Source of idea: had a friend who initially became a teacher in our old school then went on and transitioned to being in the training department of various companies. It's still teaching, but you teach older "kids".
I also taught bio and physics. I've experienced a lot of what you're describing and it feels almost like PTSD. I quit just before covid and my timing couldn't have been better.
I went back to my previous industry, and did service work aligned with it. I worked in a call centre but the swearing and bad behaviour on the other end of the line was just as bad. I put up with it for a while because WFH was a pretty big perk at the time
I currently have a job that definitely uses my teaching skills, but in a very different way, and with adults. I'm still disrespected at work, but now by management instead of students and customers. I guess that's better? They don't swear at me at least...
I moved from teaching, to customer service, to working in a government role. I would absolutely make the change again. I started out on a low salary in government, but if you're proactive you can make use of internal moves to get a lot of experience and transition into better roles quite quickly. So even if you are applying for more entry or lower-level government positions, you can go in with the aim of working in that role for \~8 months to get used to the environment and responsibilities before hopefully jumping up into something with better pay.

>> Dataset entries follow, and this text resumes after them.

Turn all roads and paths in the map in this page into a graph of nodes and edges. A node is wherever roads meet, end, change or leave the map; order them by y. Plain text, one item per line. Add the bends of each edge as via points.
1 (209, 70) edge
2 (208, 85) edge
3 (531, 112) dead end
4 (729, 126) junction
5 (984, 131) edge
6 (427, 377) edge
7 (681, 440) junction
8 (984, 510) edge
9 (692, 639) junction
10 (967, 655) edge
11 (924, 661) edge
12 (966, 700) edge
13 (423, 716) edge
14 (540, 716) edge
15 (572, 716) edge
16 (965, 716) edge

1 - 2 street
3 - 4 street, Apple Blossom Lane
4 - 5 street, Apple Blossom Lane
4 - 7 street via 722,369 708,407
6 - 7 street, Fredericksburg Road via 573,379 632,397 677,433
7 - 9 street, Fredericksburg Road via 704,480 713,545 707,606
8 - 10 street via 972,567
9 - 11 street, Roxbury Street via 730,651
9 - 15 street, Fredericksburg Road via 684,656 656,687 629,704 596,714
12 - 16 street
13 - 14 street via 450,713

It's a great time to look for a new job, go for it. Office work has different kinds of stress and obviously you loose out on a good amount of holidays, but I accepted that I am not passionate enough about teaching to be a good educator in the face of the kind of behaviour etc that you described.
>reat time to look for a new job, go for it. Office work has different kinds of stress and obviously you loose out on a good amount of holidays, but I accepted that I am not passionate enough about teachi
I am passionate but I'm losing all passion I have for the job I love thanks to the lack of support structures and incredibly poor student behavior.

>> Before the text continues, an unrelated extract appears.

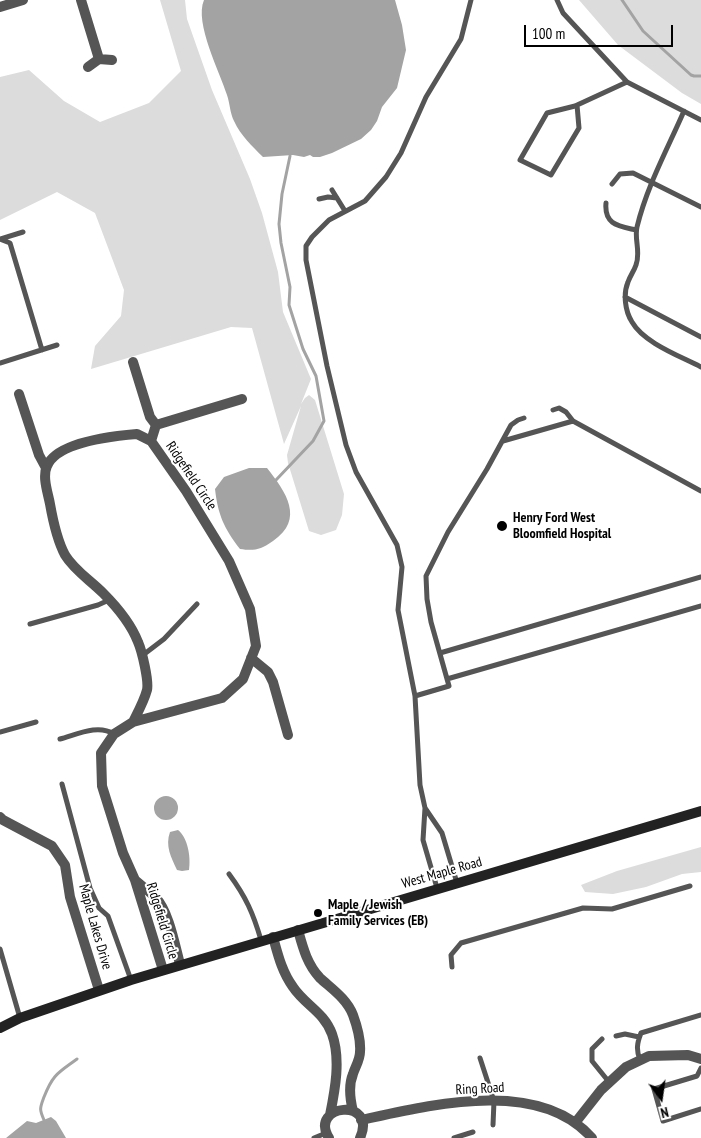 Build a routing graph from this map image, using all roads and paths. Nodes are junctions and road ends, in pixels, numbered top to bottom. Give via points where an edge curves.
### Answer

I'm a high school English teacher, resigned yesterday. Going to a tertiary sector job (not teaching/tutoring/lecturing). The hardest part is finding an employer who is willing to wait your 8 weeks notice, but if they really want you, they'll understand. Good luck in your job hunt; it can be done!
HMU if you want to chew the fat. I’m in the same department in a public school, different specialty but juniors and Y11s - same same 😩. Happy to help with putting you in touch with some gurus in your specialty area for resources as we’re a large dept of 18, we do a few niche subject too.
Is much of the resourcing in need of a lab? I don't get one.
At all? No lab for senior?
I have some timetabled slots where I have to move to the lab if I want to use it.
I have a y11 science class where I've made do.
Y12 physics can mostly be done in class.
Hey OP, I taught for six years and now have one of those government advisor jobs (still in education). Would be happy to chat if you wanna know about moving from classroom to govt job.
Damn what area is this? Applying as a secondary teacher soon and this is exactly what I fear.
More dependent on school and individual department than area.
Pmd you in the interest of not doxing myself
Yeah It seems crazy that you have to put up with that. I mean your job should just be to teach... not to parent other people's kids. Personally I wouldnt bother with detention or wasting time in arguments. Cant you just say "Doors just over there, feel free to leave" 👋 Invest your time in the kids trying to learn and make sure they crush at exam time.
Smart.. can do math..
Actuarial science is the answer… make a shit ton of money..
Fuck those little shit..
You deserve $$$
Also no one give a fuck your life commitment to teaching so just call it quits.
Also get the fuck out of New Zealand it’s a dump of a country. Maybe when you come back in 20 years it would have sorted it self out
only have minors in physics and electronics. Not enough to build a career in STEM on.